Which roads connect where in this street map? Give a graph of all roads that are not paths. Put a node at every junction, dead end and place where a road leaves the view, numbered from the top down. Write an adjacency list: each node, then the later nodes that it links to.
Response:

...

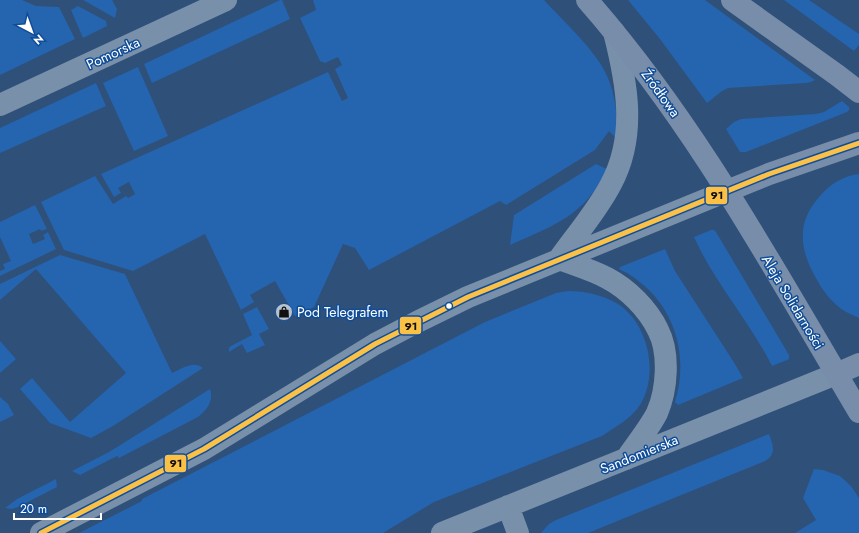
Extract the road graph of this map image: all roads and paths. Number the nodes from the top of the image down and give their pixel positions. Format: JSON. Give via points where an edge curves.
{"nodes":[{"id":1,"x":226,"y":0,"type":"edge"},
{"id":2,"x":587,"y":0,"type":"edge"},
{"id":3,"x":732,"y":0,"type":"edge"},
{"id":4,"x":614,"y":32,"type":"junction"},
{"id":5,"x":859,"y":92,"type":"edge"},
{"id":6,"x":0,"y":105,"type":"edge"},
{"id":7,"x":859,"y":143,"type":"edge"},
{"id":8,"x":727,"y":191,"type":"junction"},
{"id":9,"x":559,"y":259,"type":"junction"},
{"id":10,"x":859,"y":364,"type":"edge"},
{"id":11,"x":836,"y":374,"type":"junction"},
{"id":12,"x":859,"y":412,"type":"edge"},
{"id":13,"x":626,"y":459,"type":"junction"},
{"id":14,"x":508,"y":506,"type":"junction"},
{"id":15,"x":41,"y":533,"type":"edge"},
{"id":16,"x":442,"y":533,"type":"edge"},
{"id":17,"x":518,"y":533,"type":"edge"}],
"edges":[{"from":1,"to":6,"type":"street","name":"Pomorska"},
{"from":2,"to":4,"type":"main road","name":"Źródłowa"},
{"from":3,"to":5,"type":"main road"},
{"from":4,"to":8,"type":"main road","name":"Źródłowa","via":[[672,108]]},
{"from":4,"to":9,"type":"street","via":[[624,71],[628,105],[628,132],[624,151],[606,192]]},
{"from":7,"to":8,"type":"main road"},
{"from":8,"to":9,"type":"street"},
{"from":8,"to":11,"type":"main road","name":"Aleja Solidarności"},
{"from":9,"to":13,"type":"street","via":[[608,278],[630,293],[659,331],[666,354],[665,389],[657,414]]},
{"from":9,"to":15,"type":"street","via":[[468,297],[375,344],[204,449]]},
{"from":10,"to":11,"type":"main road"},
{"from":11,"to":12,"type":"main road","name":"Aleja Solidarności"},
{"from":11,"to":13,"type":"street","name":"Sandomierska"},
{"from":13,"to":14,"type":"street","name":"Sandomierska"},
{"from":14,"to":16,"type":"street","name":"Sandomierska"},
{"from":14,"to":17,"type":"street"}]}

--

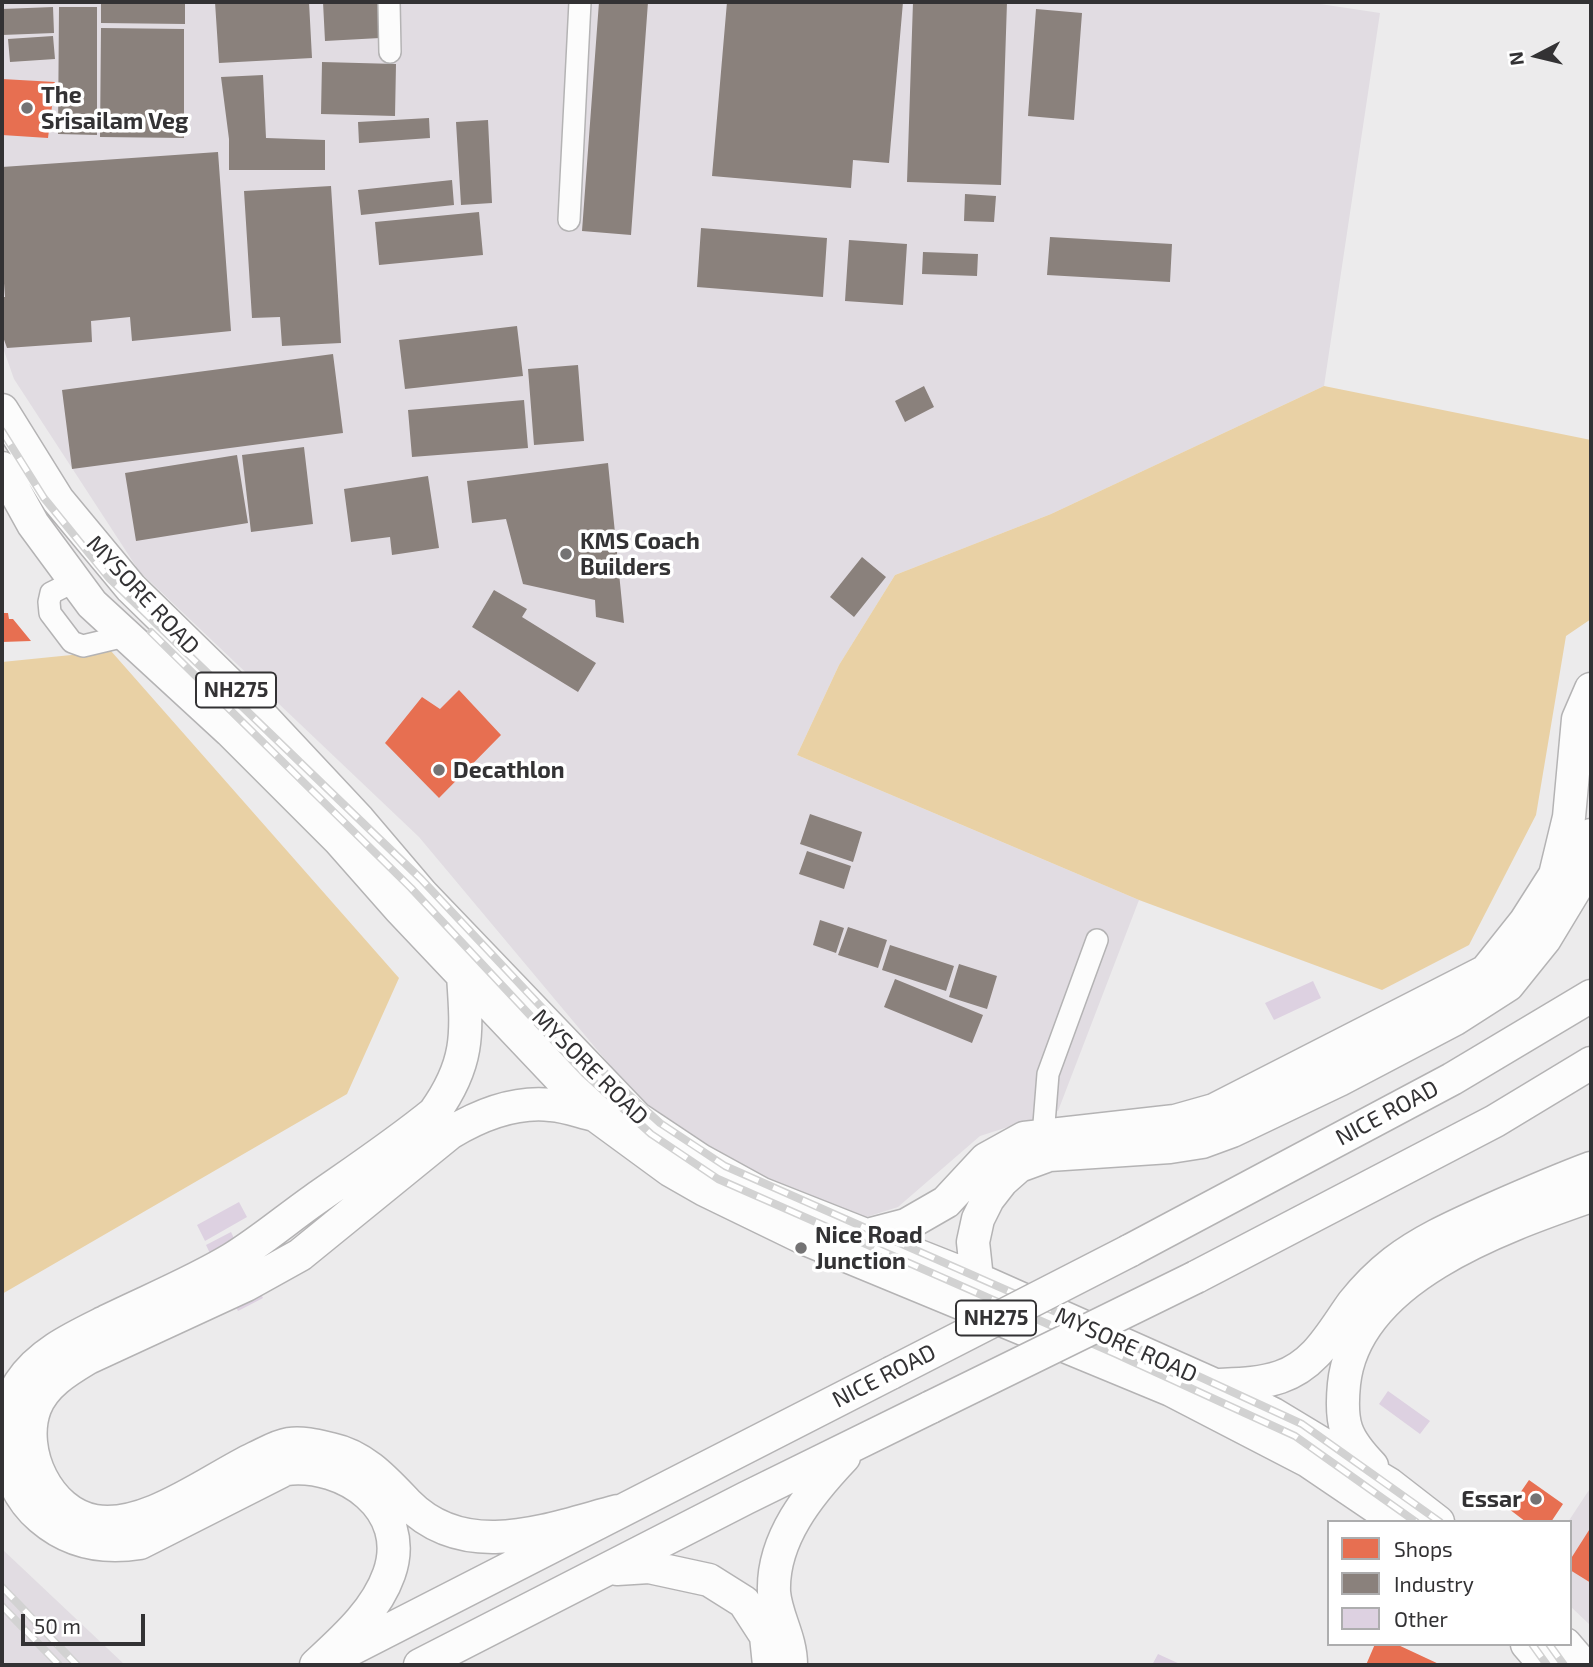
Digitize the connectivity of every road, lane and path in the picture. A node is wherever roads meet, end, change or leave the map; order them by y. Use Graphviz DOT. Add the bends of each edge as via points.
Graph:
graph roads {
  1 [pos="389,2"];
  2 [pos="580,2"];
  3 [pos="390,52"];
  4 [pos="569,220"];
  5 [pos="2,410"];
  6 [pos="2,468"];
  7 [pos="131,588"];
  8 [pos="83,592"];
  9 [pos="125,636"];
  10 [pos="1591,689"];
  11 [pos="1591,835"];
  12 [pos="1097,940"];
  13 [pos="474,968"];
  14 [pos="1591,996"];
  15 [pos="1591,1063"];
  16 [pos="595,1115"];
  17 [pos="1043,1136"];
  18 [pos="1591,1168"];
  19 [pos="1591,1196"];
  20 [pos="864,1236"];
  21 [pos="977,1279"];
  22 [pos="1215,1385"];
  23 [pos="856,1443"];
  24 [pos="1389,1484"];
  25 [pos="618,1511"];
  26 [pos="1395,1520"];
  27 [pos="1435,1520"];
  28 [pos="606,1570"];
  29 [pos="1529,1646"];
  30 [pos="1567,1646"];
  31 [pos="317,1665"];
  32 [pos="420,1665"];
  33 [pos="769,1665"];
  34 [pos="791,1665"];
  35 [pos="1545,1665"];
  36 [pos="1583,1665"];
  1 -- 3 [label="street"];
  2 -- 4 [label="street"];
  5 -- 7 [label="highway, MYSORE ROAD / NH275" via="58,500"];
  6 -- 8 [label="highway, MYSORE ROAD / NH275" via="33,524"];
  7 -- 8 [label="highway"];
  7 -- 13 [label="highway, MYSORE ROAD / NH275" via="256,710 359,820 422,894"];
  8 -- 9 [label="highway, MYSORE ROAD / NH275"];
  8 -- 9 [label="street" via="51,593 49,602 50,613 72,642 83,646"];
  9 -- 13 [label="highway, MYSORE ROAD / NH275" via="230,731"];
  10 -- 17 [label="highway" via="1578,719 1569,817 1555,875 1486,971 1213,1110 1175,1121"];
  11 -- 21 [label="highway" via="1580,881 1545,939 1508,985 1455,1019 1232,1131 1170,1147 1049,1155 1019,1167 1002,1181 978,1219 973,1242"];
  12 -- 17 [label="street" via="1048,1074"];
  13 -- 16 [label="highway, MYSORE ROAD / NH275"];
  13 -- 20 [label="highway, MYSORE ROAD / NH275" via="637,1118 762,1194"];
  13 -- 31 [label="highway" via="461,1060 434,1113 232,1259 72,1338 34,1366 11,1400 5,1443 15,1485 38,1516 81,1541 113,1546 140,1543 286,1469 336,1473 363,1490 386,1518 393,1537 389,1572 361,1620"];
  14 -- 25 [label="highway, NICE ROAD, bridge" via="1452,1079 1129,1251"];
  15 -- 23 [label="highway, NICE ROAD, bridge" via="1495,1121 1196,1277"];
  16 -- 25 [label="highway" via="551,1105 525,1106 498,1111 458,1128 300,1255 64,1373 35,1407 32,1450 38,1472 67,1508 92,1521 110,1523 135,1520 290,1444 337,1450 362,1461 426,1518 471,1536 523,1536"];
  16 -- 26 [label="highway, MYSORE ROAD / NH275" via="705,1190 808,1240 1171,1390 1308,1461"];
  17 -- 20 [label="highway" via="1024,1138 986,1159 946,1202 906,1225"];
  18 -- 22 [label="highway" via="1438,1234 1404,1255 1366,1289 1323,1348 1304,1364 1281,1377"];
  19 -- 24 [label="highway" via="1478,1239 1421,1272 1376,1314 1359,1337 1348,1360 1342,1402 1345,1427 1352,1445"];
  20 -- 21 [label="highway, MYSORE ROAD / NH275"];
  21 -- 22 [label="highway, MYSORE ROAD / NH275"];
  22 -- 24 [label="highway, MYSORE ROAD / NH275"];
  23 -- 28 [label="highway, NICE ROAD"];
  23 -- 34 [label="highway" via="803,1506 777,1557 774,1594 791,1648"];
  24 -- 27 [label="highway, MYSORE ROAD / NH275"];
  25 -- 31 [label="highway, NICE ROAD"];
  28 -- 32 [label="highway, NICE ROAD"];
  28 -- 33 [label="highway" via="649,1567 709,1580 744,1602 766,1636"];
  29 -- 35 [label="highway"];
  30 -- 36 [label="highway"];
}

=== What the exercise asks ===
Whenever the string "every" turns up in a line of the data, copy that line.

=== Solution to this task ===
Which roads connect where in this street map? Give a graph of all roads that are not paths. Put a node at every junction, dead end and place where a road leaves the view, numbered from the top down. Write an adjacency list: each node, then the later nodes that it links to.
Digitize the connectivity of every road, lane and path in the picture. A node is wherever roads meet, end, change or leave the map; order them by y. Use Graphviz DOT. Add the bends of each edge as via points.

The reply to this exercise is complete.